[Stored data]
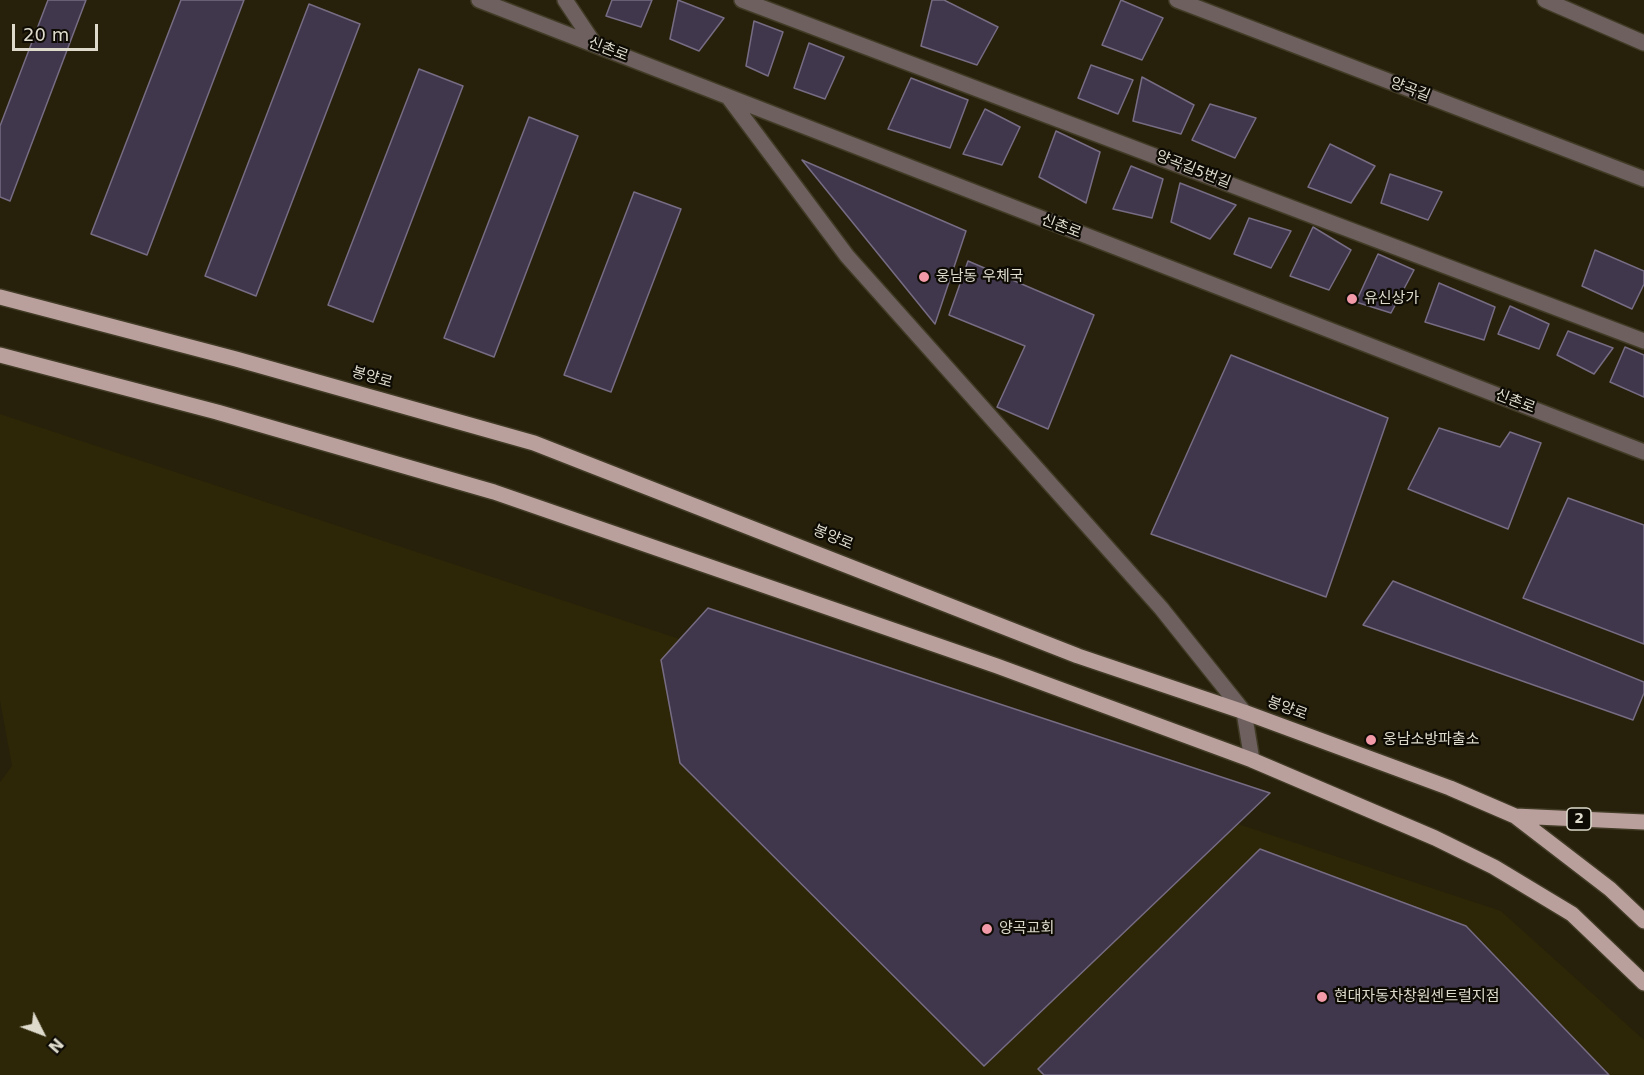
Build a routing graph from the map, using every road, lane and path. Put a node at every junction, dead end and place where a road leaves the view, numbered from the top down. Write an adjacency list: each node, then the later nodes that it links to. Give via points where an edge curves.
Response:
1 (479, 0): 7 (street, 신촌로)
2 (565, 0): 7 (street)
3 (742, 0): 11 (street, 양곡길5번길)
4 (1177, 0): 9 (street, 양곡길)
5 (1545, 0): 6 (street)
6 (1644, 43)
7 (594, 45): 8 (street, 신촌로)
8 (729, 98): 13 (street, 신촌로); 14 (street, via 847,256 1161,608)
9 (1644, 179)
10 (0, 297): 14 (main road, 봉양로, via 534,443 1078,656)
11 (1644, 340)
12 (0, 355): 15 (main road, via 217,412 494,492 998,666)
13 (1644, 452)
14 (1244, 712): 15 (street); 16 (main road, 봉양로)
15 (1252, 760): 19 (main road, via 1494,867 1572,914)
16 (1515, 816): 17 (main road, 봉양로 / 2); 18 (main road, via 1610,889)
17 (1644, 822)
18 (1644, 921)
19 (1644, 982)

* * *

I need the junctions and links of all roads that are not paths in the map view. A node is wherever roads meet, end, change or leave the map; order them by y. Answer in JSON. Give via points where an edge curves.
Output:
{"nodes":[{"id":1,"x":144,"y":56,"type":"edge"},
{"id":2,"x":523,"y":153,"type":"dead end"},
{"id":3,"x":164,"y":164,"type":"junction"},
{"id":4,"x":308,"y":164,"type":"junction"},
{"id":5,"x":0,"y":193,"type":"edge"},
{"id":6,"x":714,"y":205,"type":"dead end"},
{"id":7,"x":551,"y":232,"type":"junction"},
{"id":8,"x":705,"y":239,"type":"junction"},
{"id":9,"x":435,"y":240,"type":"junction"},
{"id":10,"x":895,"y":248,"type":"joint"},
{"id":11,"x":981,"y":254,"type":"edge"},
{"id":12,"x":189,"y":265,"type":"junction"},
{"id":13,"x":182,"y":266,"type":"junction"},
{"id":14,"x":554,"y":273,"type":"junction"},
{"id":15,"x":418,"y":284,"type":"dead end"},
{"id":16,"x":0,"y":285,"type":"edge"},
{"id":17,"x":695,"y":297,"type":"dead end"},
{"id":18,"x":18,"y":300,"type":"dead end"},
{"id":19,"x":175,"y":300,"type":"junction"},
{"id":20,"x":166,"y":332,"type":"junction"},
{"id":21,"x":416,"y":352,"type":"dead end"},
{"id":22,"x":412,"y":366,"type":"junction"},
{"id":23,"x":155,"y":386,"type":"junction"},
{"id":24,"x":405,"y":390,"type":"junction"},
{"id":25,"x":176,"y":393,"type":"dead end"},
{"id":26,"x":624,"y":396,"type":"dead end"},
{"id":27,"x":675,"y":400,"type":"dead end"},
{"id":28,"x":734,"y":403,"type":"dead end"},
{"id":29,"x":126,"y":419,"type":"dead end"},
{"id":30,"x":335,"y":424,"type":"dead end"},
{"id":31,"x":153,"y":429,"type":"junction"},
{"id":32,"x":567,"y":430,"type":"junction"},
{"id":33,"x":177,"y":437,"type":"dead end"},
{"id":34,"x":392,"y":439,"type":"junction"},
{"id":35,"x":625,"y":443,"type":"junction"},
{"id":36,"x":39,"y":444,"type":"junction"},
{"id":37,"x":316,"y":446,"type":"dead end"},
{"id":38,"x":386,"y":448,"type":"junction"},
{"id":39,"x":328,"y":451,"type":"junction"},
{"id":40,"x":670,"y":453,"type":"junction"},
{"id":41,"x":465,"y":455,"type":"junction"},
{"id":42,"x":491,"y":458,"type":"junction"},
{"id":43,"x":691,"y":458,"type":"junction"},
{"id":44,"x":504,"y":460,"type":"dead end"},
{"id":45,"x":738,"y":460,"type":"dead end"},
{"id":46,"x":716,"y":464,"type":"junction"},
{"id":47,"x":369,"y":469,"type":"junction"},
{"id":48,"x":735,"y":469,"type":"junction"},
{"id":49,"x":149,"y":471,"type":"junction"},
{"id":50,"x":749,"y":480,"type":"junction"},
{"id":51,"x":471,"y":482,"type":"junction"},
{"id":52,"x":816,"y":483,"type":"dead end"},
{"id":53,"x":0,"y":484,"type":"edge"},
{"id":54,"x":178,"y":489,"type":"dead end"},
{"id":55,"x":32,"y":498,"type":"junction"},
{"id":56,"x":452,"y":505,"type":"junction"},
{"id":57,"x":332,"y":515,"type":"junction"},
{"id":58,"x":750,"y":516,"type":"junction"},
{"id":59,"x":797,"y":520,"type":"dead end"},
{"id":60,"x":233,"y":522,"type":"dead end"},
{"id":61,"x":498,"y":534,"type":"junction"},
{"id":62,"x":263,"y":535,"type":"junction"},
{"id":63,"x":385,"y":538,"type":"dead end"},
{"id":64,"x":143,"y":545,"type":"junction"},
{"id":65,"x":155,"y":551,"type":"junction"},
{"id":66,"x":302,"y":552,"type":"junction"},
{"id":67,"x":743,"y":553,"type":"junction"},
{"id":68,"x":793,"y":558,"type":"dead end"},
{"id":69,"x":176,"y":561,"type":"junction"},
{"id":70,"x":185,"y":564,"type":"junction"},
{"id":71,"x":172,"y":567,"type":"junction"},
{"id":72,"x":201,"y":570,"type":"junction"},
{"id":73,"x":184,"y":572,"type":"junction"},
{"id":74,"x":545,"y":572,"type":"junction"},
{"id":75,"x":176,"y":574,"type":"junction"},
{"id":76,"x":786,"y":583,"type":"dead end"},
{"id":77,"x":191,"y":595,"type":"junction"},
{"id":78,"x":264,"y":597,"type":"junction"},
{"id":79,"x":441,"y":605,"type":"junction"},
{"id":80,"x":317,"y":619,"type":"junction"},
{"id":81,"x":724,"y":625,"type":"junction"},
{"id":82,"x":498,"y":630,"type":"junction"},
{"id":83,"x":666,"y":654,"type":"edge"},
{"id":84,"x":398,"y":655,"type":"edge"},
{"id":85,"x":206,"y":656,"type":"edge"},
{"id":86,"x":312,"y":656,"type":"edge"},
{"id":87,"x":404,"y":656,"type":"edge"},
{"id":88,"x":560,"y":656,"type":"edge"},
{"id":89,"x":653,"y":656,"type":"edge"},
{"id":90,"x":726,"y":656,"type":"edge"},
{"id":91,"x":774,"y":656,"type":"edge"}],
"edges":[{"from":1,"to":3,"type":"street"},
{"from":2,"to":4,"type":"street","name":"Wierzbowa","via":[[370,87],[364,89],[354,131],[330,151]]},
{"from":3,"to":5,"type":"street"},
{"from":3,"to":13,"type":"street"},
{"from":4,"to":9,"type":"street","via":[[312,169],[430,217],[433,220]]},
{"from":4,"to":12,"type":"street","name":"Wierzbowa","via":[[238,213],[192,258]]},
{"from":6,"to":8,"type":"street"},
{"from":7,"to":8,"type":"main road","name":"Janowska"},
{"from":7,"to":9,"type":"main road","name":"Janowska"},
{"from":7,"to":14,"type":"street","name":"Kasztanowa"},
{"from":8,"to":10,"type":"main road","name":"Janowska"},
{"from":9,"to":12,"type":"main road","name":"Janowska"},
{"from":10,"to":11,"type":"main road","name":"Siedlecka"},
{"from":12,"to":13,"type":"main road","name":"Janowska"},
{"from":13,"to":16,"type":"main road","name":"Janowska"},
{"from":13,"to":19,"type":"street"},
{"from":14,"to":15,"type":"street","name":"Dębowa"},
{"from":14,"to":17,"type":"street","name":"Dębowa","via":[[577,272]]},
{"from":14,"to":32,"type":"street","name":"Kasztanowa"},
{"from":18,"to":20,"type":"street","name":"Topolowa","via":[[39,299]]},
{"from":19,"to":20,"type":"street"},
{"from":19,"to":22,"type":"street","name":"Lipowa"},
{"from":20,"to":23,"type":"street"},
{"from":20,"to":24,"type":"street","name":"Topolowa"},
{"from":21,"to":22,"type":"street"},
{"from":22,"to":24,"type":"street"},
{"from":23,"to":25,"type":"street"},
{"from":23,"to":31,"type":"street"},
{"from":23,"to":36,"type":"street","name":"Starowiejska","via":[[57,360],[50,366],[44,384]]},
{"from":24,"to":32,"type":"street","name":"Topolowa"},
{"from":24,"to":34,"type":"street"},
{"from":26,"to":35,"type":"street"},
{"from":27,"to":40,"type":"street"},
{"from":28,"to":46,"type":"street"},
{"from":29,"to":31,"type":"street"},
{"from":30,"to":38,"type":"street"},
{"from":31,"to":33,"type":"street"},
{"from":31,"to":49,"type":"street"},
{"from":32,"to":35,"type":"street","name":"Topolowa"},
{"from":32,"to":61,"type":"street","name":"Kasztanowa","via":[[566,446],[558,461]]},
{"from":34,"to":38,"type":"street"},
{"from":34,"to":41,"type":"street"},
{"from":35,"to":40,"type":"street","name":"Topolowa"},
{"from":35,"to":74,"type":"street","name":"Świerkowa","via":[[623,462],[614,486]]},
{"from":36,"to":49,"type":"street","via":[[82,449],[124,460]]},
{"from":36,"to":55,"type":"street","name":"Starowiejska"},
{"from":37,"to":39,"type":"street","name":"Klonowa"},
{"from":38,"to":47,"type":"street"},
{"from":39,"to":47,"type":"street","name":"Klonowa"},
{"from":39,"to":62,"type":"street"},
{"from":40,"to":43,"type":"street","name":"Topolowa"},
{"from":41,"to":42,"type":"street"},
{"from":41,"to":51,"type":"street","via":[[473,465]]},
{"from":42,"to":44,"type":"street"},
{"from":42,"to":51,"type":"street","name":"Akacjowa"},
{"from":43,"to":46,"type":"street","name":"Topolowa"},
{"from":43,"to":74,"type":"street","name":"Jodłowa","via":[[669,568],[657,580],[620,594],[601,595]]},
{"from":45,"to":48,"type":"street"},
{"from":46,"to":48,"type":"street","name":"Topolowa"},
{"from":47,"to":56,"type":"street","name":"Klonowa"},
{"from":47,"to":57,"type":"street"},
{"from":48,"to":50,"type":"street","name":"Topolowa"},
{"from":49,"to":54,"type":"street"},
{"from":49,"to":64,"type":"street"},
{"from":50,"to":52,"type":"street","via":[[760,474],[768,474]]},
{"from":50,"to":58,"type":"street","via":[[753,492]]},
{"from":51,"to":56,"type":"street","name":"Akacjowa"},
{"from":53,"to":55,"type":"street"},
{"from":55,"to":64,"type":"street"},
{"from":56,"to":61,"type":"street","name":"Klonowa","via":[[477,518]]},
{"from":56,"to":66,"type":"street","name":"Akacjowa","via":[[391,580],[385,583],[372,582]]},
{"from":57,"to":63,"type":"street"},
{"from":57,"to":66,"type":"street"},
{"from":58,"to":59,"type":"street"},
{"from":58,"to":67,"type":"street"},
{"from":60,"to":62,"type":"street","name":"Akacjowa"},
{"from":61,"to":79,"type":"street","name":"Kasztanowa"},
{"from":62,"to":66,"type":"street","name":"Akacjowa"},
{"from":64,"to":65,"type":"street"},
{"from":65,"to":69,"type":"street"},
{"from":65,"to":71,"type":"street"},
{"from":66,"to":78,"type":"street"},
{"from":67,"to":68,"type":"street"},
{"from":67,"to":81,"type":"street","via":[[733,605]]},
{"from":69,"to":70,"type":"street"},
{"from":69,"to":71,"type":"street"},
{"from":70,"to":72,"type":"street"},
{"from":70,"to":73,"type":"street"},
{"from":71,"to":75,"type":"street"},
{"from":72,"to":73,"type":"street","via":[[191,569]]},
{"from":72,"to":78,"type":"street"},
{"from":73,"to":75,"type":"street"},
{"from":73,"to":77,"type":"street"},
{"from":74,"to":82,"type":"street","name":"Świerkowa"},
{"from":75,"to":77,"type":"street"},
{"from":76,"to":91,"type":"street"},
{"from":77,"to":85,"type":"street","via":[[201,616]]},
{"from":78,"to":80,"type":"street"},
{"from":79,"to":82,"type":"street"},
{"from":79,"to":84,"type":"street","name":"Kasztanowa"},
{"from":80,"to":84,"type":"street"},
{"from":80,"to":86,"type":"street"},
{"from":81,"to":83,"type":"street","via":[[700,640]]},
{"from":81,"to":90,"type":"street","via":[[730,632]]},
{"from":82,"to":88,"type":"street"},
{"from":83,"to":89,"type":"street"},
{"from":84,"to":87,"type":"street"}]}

* Exercise requirements
Only the count belongs in your answer, so please work out how many lines of the data contain "that".

* Problem solution
2